### DATA SECTION
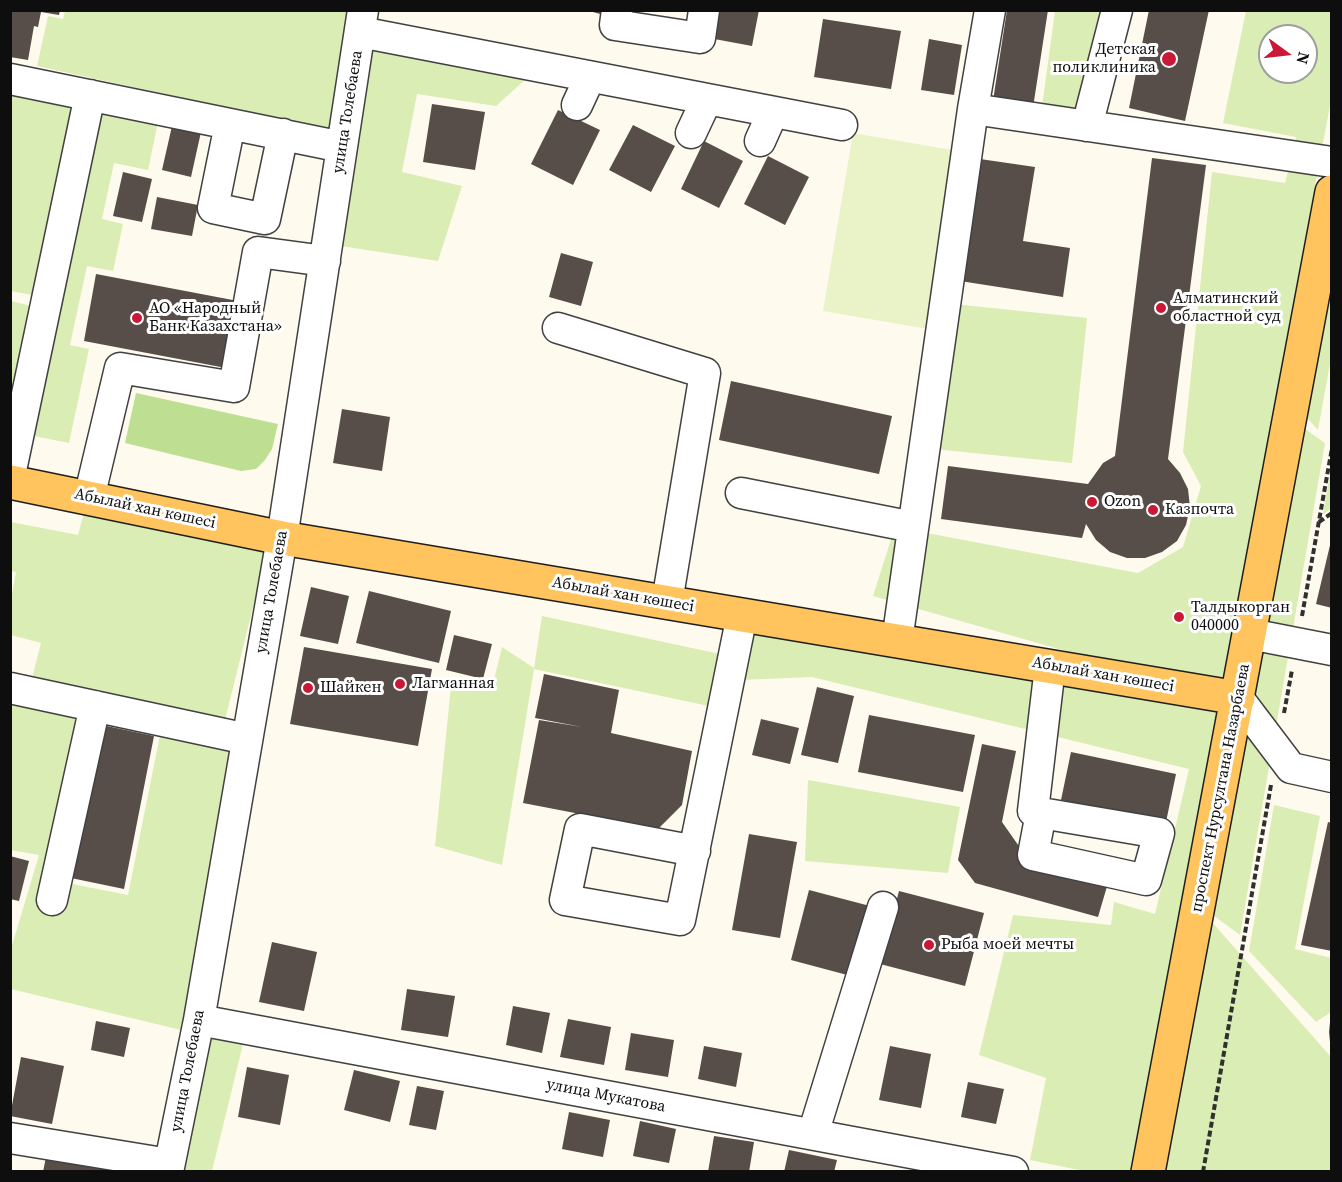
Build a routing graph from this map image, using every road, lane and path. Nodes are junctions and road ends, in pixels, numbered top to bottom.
1 (617, 10) edge
2 (704, 10) edge
3 (1117, 10) edge
4 (981, 14) edge
5 (362, 21) edge
6 (590, 77) junction
7 (10, 79) edge
8 (90, 95) junction
9 (707, 99) junction
10 (577, 105) dead end
11 (973, 109) junction
12 (773, 112) junction
13 (230, 124) junction
14 (842, 125) dead end
15 (1087, 126) junction
16 (691, 133) dead end
17 (283, 134) junction
18 (760, 141) dead end
19 (342, 147) junction
20 (1332, 162) edge
21 (1332, 192) edge
22 (325, 261) junction
23 (558, 328) dead end
24 (1332, 448) edge
25 (10, 475) edge
26 (10, 482) edge
27 (741, 493) dead end
28 (89, 498) junction
29 (1332, 513) edge
30 (1318, 522) junction
31 (913, 527) junction
32 (282, 538) junction
33 (667, 603) junction
34 (742, 615) junction
35 (1250, 634) junction
36 (897, 641) junction
37 (1297, 643) junction
38 (1332, 650) edge
39 (1050, 667) junction
40 (10, 688) edge
41 (1238, 698) junction
42 (95, 706) junction
43 (247, 739) junction
44 (1278, 750) junction
45 (1332, 777) edge
46 (1041, 813) dead end
47 (694, 851) dead end
48 (52, 900) dead end
49 (883, 907) dead end
50 (199, 1020) junction
51 (813, 1134) junction
52 (10, 1138) edge
53 (890, 1160) edge
54 (168, 1168) edge
55 (1012, 1172) edge
56 (1148, 1172) edge
57 (1203, 1172) edge

1 - 2 street
3 - 15 street
4 - 11 street
5 - 6 street
5 - 19 street, улица Толебаева
6 - 9 street
6 - 10 street
7 - 8 street
8 - 13 street
8 - 25 street
9 - 12 street
9 - 16 street
11 - 15 street
11 - 31 street
12 - 14 street
12 - 18 street
13 - 17 street
13 - 17 street
15 - 20 street
17 - 19 street
19 - 22 street, улица Толебаева
21 - 35 main road, проспект Нурсултана Назарбаева
22 - 28 street
22 - 32 street, улица Толебаева
23 - 33 street
24 - 30 path
26 - 28 main road, Абылай хан көшесі
27 - 31 street
28 - 32 main road, Абылай хан көшесі
29 - 30 path
30 - 37 path
31 - 36 street
32 - 33 main road, Абылай хан көшесі
32 - 43 street, улица Толебаева
33 - 34 main road, Абылай хан көшесі
34 - 36 main road, Абылай хан көшесі
34 - 47 street
35 - 37 street
35 - 41 main road, проспект Нурсултана Назарбаева
36 - 39 main road, Абылай хан көшесі
37 - 38 street
37 - 44 path
39 - 41 main road, Абылай хан көшесі
39 - 46 street
40 - 42 street
41 - 44 street
41 - 56 main road, проспект Нурсултана Назарбаева
42 - 43 street
42 - 48 street
43 - 50 street, улица Толебаева
44 - 45 street
44 - 57 path
49 - 51 street
50 - 51 street, улица Мукатова
50 - 54 street, улица Толебаева
51 - 53 street, улица Мукатова
52 - 54 street
53 - 55 street, улица Мукатова

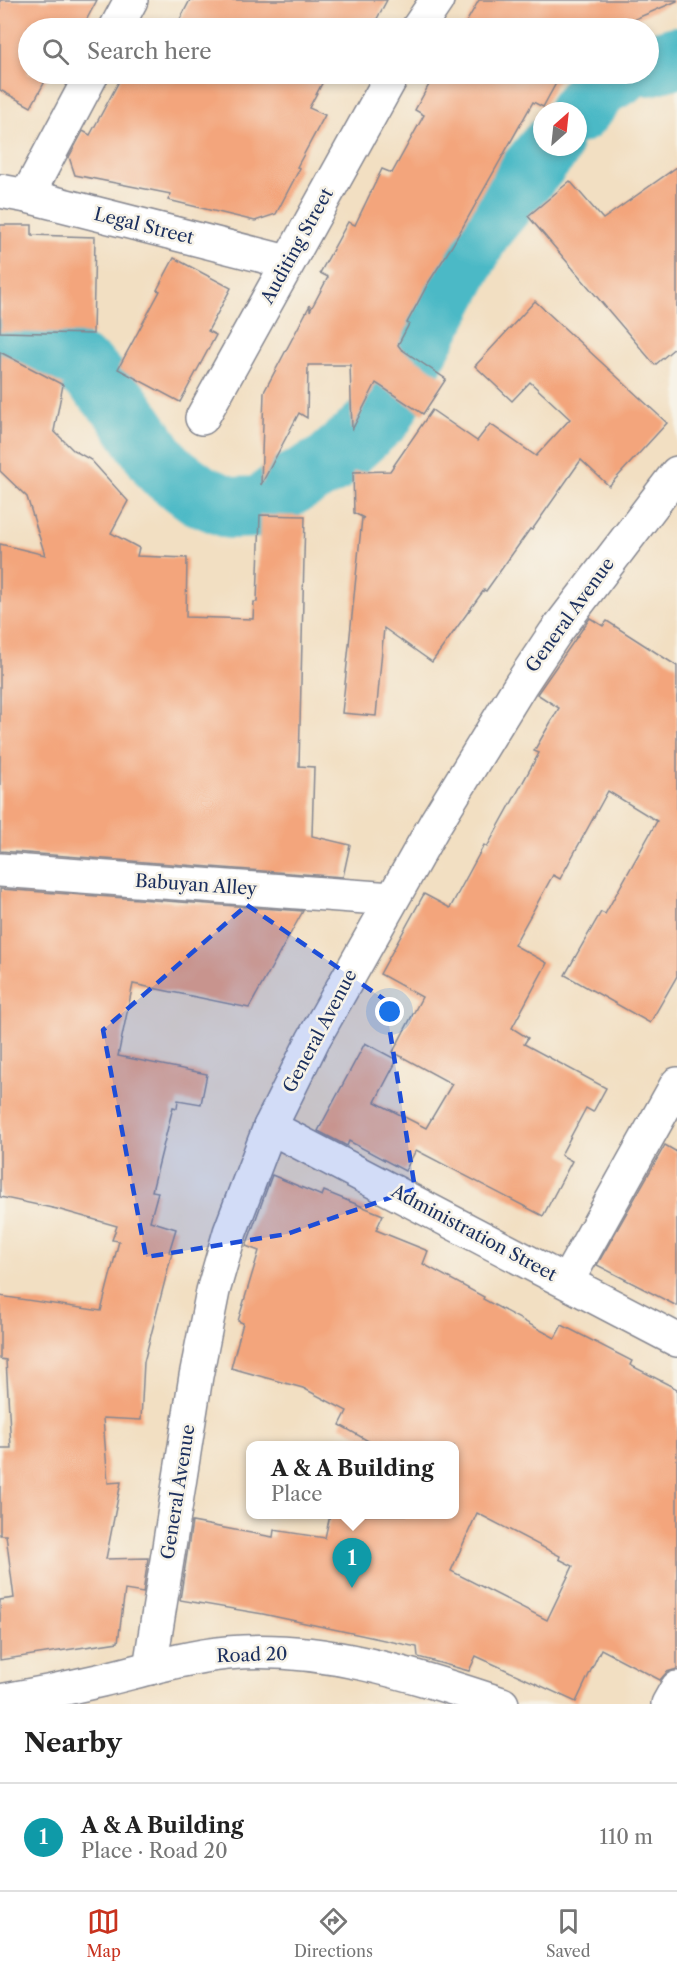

### PROBLEM TO WORK ON
Your task is to find every line above containing the word "main" and copy it.

### RESPONSE BELOW
21 - 35 main road, проспект Нурсултана Назарбаева
26 - 28 main road, Абылай хан көшесі
28 - 32 main road, Абылай хан көшесі
32 - 33 main road, Абылай хан көшесі
33 - 34 main road, Абылай хан көшесі
34 - 36 main road, Абылай хан көшесі
35 - 41 main road, проспект Нурсултана Назарбаева
36 - 39 main road, Абылай хан көшесі
39 - 41 main road, Абылай хан көшесі
41 - 56 main road, проспект Нурсултана Назарбаева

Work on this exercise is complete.